# INFORMATION SUPPLIED:
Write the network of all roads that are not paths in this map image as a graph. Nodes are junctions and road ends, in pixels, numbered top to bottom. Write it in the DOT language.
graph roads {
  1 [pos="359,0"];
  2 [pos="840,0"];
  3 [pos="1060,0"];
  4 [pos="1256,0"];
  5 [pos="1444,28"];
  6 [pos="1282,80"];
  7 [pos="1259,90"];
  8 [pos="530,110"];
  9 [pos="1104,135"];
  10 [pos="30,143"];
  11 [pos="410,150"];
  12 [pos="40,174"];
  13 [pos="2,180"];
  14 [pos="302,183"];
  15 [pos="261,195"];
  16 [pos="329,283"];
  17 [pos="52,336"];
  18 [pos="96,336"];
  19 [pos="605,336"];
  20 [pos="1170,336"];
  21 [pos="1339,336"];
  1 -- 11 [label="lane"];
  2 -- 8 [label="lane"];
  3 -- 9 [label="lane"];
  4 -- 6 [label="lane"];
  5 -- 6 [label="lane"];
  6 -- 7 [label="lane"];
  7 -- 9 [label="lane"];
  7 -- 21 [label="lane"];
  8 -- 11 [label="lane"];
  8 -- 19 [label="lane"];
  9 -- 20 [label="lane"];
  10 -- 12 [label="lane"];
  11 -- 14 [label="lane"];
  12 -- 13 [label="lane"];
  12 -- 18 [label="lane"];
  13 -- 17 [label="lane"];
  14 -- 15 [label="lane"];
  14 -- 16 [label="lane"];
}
* * *
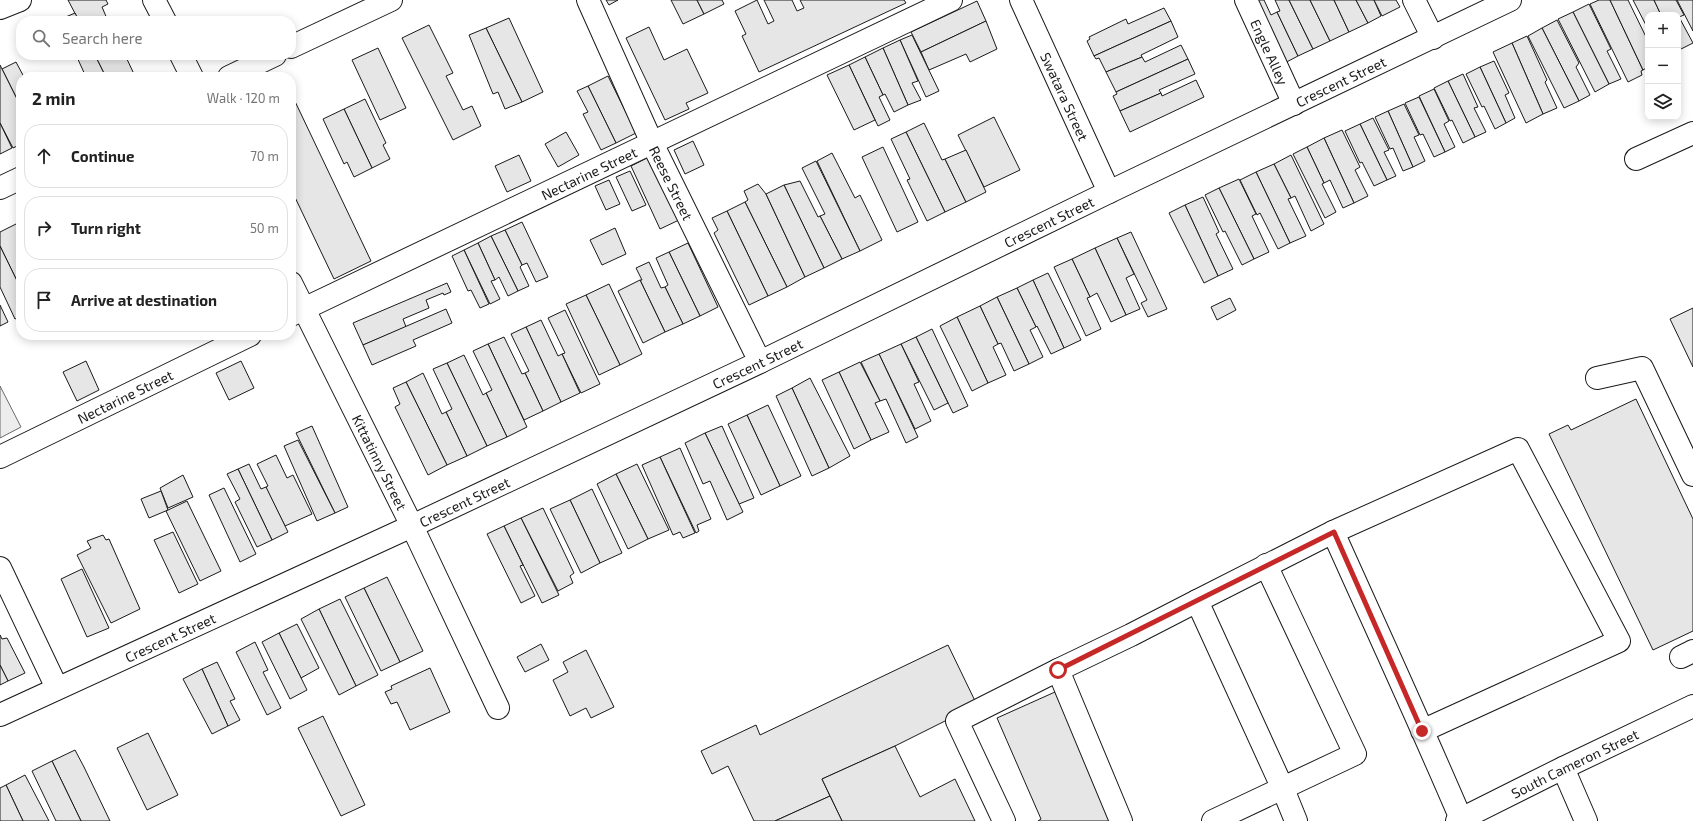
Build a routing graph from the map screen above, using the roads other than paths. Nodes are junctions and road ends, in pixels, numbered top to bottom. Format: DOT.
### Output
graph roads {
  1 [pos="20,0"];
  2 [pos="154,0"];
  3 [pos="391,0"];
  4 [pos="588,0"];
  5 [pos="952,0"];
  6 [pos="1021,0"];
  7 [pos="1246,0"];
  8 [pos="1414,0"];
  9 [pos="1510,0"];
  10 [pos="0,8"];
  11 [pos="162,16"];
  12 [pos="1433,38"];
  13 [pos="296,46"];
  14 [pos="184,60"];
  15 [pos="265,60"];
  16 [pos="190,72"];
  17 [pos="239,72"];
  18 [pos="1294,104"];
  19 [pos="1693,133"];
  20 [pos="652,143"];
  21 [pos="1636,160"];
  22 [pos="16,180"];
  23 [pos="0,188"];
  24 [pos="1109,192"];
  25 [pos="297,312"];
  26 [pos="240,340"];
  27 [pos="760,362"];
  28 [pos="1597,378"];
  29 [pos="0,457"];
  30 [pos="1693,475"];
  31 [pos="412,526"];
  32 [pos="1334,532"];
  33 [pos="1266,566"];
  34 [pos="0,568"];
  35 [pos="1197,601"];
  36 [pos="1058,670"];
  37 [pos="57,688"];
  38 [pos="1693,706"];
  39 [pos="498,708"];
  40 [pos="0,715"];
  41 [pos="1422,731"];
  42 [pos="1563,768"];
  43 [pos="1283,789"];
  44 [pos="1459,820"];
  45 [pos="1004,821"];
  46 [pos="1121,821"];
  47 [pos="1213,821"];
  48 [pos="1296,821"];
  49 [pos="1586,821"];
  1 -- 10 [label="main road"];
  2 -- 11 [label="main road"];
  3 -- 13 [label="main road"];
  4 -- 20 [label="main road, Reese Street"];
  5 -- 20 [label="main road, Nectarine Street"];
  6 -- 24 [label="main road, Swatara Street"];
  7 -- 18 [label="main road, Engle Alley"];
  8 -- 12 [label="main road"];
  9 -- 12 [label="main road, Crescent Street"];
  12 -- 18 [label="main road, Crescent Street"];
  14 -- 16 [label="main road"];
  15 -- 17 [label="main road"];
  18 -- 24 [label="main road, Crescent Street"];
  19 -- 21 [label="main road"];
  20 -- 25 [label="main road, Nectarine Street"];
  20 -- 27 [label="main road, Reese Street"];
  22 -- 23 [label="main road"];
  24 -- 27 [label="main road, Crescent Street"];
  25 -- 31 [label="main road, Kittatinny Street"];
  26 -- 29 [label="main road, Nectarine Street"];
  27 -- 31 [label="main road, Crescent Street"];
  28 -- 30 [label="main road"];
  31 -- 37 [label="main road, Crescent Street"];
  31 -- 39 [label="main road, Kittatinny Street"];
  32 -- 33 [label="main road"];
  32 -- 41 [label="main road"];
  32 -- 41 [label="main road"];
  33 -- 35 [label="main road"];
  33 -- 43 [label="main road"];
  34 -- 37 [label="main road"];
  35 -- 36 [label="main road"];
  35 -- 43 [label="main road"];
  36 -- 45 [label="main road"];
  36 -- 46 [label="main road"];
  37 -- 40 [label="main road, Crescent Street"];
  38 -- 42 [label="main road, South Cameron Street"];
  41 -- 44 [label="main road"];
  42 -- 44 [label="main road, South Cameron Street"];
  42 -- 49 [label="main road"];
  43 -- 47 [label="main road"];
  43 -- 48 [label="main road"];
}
...
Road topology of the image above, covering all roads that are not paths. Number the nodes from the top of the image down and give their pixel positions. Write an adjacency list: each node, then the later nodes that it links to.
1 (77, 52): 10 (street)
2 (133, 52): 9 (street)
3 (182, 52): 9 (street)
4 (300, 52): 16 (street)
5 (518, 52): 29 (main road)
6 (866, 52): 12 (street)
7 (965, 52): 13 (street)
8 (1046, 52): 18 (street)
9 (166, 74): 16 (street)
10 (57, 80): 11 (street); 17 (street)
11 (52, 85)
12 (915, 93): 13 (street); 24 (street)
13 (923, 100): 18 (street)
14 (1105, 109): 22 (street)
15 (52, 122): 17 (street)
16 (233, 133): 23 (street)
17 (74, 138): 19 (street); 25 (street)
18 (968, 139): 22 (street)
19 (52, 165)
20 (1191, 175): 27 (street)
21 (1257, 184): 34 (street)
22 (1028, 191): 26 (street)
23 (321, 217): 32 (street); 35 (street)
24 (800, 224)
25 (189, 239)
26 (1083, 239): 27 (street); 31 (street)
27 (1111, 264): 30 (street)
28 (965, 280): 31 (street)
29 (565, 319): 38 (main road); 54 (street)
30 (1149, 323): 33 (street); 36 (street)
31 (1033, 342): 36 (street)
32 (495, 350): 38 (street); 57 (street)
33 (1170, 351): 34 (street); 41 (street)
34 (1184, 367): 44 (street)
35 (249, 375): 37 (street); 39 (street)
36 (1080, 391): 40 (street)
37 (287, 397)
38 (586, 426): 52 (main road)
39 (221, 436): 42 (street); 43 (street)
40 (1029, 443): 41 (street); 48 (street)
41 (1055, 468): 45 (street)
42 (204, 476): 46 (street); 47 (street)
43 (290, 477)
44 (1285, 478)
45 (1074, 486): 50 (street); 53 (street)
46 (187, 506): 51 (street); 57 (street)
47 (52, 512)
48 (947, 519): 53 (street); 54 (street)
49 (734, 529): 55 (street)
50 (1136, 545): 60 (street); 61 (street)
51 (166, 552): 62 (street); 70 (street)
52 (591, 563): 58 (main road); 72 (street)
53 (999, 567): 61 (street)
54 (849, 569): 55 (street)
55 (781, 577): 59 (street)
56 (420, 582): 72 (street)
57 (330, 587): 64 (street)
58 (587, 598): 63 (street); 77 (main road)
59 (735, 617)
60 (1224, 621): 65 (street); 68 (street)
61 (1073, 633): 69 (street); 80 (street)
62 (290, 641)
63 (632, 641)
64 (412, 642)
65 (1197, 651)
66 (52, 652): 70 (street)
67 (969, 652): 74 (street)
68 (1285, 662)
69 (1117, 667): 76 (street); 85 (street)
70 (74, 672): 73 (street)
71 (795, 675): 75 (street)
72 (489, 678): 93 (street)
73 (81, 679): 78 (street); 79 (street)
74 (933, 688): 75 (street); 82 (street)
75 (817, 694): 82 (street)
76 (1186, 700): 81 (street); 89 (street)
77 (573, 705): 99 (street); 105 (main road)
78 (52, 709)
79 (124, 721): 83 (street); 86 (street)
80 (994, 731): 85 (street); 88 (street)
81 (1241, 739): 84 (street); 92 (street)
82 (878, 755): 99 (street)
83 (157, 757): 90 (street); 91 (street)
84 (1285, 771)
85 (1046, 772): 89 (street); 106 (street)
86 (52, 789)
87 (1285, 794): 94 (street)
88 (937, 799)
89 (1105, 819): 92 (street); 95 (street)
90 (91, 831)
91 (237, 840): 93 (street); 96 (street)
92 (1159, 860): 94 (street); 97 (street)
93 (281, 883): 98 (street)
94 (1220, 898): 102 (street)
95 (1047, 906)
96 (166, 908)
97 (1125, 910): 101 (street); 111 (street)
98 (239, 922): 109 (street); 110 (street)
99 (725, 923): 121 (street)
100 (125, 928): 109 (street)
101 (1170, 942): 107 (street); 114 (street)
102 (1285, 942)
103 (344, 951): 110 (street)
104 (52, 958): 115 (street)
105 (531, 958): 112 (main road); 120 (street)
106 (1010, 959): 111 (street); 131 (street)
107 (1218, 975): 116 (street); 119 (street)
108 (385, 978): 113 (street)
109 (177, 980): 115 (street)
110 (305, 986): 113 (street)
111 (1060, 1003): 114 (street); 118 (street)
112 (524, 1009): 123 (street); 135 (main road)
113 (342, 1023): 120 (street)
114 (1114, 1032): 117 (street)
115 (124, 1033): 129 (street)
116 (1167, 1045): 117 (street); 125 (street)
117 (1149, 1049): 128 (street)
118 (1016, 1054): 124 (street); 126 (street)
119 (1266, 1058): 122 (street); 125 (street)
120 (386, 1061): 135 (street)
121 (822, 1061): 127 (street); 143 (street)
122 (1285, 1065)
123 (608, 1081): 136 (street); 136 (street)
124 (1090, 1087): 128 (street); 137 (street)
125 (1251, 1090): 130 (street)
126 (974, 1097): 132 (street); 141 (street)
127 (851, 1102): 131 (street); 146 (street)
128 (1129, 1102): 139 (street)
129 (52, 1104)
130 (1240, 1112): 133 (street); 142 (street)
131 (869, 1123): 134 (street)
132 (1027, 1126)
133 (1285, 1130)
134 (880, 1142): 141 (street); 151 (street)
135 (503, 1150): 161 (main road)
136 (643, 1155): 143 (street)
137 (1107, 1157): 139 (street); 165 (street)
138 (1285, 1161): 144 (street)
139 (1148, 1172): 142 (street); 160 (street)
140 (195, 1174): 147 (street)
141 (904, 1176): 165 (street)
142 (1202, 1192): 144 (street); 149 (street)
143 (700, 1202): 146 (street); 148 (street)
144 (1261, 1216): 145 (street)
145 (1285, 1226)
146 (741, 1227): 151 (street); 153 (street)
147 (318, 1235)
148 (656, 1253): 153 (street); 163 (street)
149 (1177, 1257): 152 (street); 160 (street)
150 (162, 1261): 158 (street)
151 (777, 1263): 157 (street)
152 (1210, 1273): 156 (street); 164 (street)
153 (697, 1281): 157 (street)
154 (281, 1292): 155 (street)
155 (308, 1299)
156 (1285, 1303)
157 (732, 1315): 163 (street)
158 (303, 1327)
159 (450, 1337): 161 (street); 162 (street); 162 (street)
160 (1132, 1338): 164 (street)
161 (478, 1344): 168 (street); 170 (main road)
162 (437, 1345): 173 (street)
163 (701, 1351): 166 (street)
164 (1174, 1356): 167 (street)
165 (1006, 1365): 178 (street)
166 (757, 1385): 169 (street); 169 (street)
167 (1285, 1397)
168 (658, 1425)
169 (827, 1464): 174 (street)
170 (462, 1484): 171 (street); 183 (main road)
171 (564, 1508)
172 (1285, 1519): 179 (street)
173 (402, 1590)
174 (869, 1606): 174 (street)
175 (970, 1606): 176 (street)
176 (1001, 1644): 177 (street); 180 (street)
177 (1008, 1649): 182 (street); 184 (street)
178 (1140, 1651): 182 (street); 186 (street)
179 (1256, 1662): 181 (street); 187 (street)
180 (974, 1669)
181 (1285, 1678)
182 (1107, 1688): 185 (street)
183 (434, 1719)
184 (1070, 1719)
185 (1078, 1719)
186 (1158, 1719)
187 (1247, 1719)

# AIM OF THE TASK:
Say, as a single number and nothing more, how many lines of the entries contain the word "Reese".

# COMPLETED TASK:
2